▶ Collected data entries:
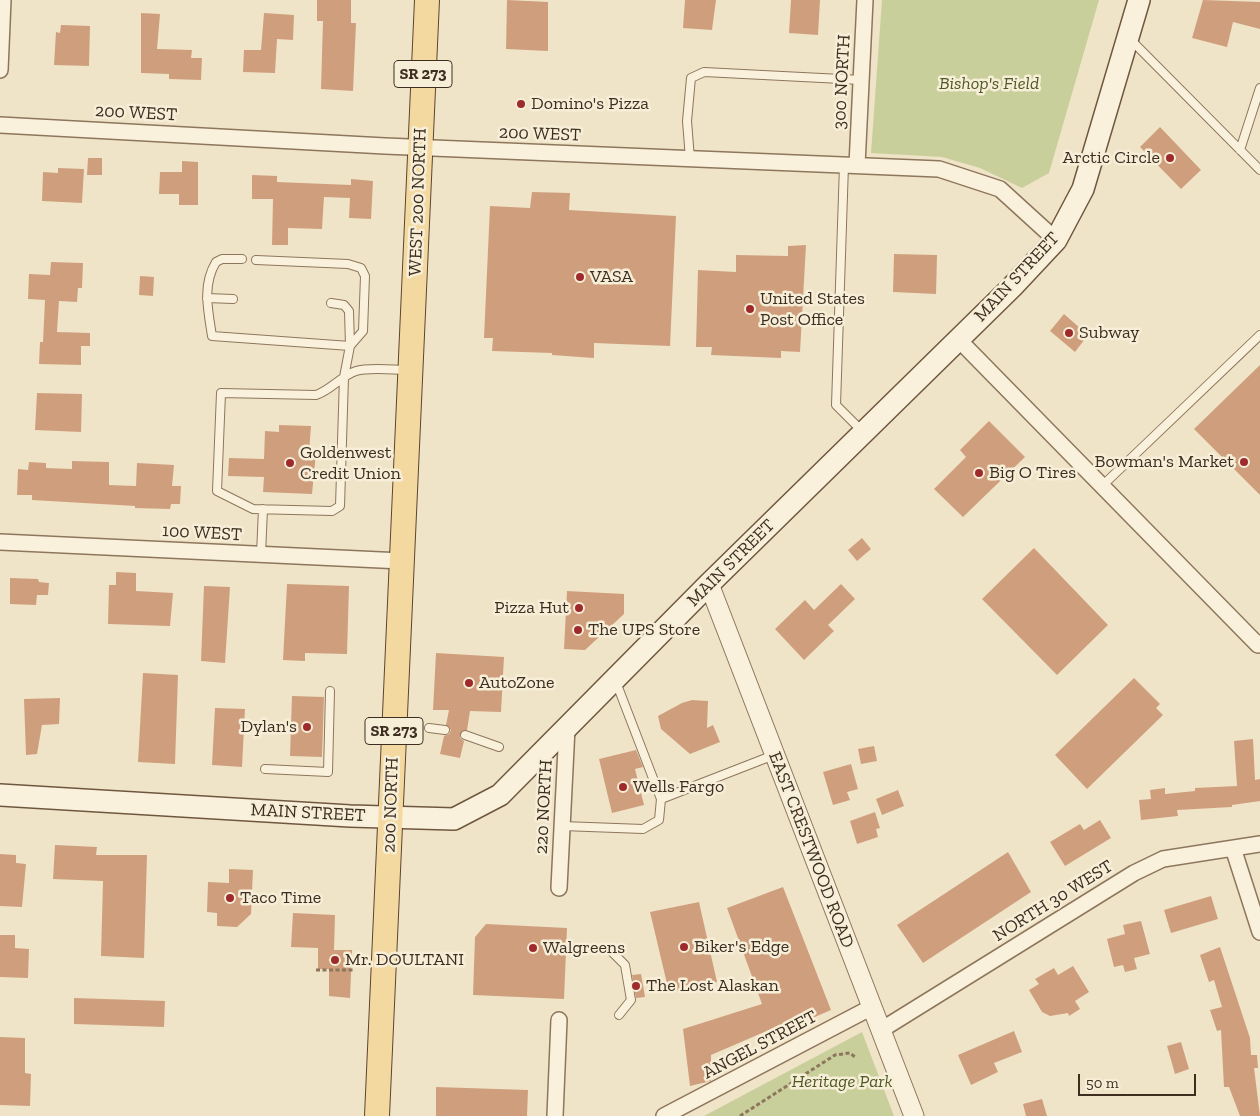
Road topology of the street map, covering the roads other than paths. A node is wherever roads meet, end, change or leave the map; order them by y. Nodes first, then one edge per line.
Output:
1 (3, 0) edge
2 (427, 0) edge
3 (865, 0) edge
4 (1139, 0) edge
5 (1128, 37) junction
6 (0, 70) edge
7 (861, 80) junction
8 (1260, 88) edge
9 (0, 125) edge
10 (420, 148) junction
11 (1240, 150) junction
12 (690, 159) junction
13 (850, 165) junction
14 (1260, 170) edge
15 (1056, 240) junction
16 (242, 259) dead end
17 (256, 260) dead end
18 (207, 298) junction
19 (233, 299) dead end
20 (331, 303) dead end
21 (1260, 335) edge
22 (958, 340) junction
23 (350, 346) junction
24 (410, 370) junction
25 (344, 377) junction
26 (409, 404) joint
27 (863, 432) junction
28 (1102, 486) junction
29 (263, 509) junction
30 (0, 542) edge
31 (261, 554) junction
32 (402, 561) junction
33 (709, 584) junction
34 (1260, 643) edge
35 (615, 680) junction
36 (330, 690) dead end
37 (429, 728) dead end
38 (567, 728) junction
39 (445, 730) dead end
40 (466, 735) dead end
41 (499, 747) dead end
42 (776, 754) junction
43 (265, 769) dead end
44 (0, 795) edge
45 (661, 799) junction
46 (390, 817) junction
47 (562, 826) junction
48 (1260, 844) edge
49 (1233, 848) junction
50 (559, 888) dead end
51 (1260, 932) edge
52 (609, 949) dead end
53 (872, 1007) junction
54 (619, 1015) dead end
55 (559, 1020) dead end
56 (881, 1030) junction
57 (377, 1116) edge
58 (555, 1116) edge
59 (664, 1116) edge
60 (914, 1116) edge

1 - 6 street
2 - 10 main road, WEST 200 NORTH / SR 273
3 - 7 street, 300 NORTH
4 - 5 main road, MAIN STREET
5 - 11 lane
5 - 15 main road, MAIN STREET
7 - 12 lane
7 - 13 street, 300 NORTH
8 - 11 lane
9 - 10 street, 200 WEST
10 - 12 street, 200 WEST
10 - 24 main road, WEST 200 NORTH / SR 273
11 - 14 lane
12 - 13 street, 200 WEST
13 - 15 street, 200 WEST
13 - 27 lane
15 - 22 main road, MAIN STREET
16 - 18 lane
17 - 23 lane
18 - 19 lane
18 - 23 lane
20 - 23 lane
21 - 28 lane
22 - 27 main road, MAIN STREET
22 - 28 street
23 - 25 lane
24 - 25 lane
24 - 26 main road, WEST 200 NORTH / SR 273
25 - 29 lane
25 - 29 lane
26 - 32 main road, 200 NORTH / SR 273
27 - 33 main road, MAIN STREET
28 - 34 street
29 - 31 lane
30 - 31 street, 100 WEST
31 - 32 street, 100 WEST
32 - 46 main road, 200 NORTH / SR 273
33 - 35 main road, MAIN STREET
33 - 42 street, EAST CRESTWOOD ROAD
35 - 38 main road, MAIN STREET
35 - 45 lane
36 - 43 lane
37 - 39 lane
38 - 46 main road, MAIN STREET
38 - 47 street, 220 NORTH
40 - 41 lane
42 - 45 lane
42 - 53 street, EAST CRESTWOOD ROAD
44 - 46 main road, MAIN STREET
45 - 47 lane
46 - 57 main road, 200 NORTH
47 - 50 street, 220 NORTH
48 - 49 street, NORTH 30 WEST
49 - 51 street
49 - 56 street, NORTH 30 WEST
52 - 54 lane
53 - 56 street, EAST CRESTWOOD ROAD
53 - 59 street, ANGEL STREET
55 - 58 street
56 - 60 street, EAST CRESTWOOD ROAD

▶ Work item:
Every line with "NORTH" in it should be copied from the entries above.

▶ Task solution:
2 - 10 main road, WEST 200 NORTH / SR 273
3 - 7 street, 300 NORTH
7 - 13 street, 300 NORTH
10 - 24 main road, WEST 200 NORTH / SR 273
24 - 26 main road, WEST 200 NORTH / SR 273
26 - 32 main road, 200 NORTH / SR 273
32 - 46 main road, 200 NORTH / SR 273
38 - 47 street, 220 NORTH
46 - 57 main road, 200 NORTH
47 - 50 street, 220 NORTH
48 - 49 street, NORTH 30 WEST
49 - 56 street, NORTH 30 WEST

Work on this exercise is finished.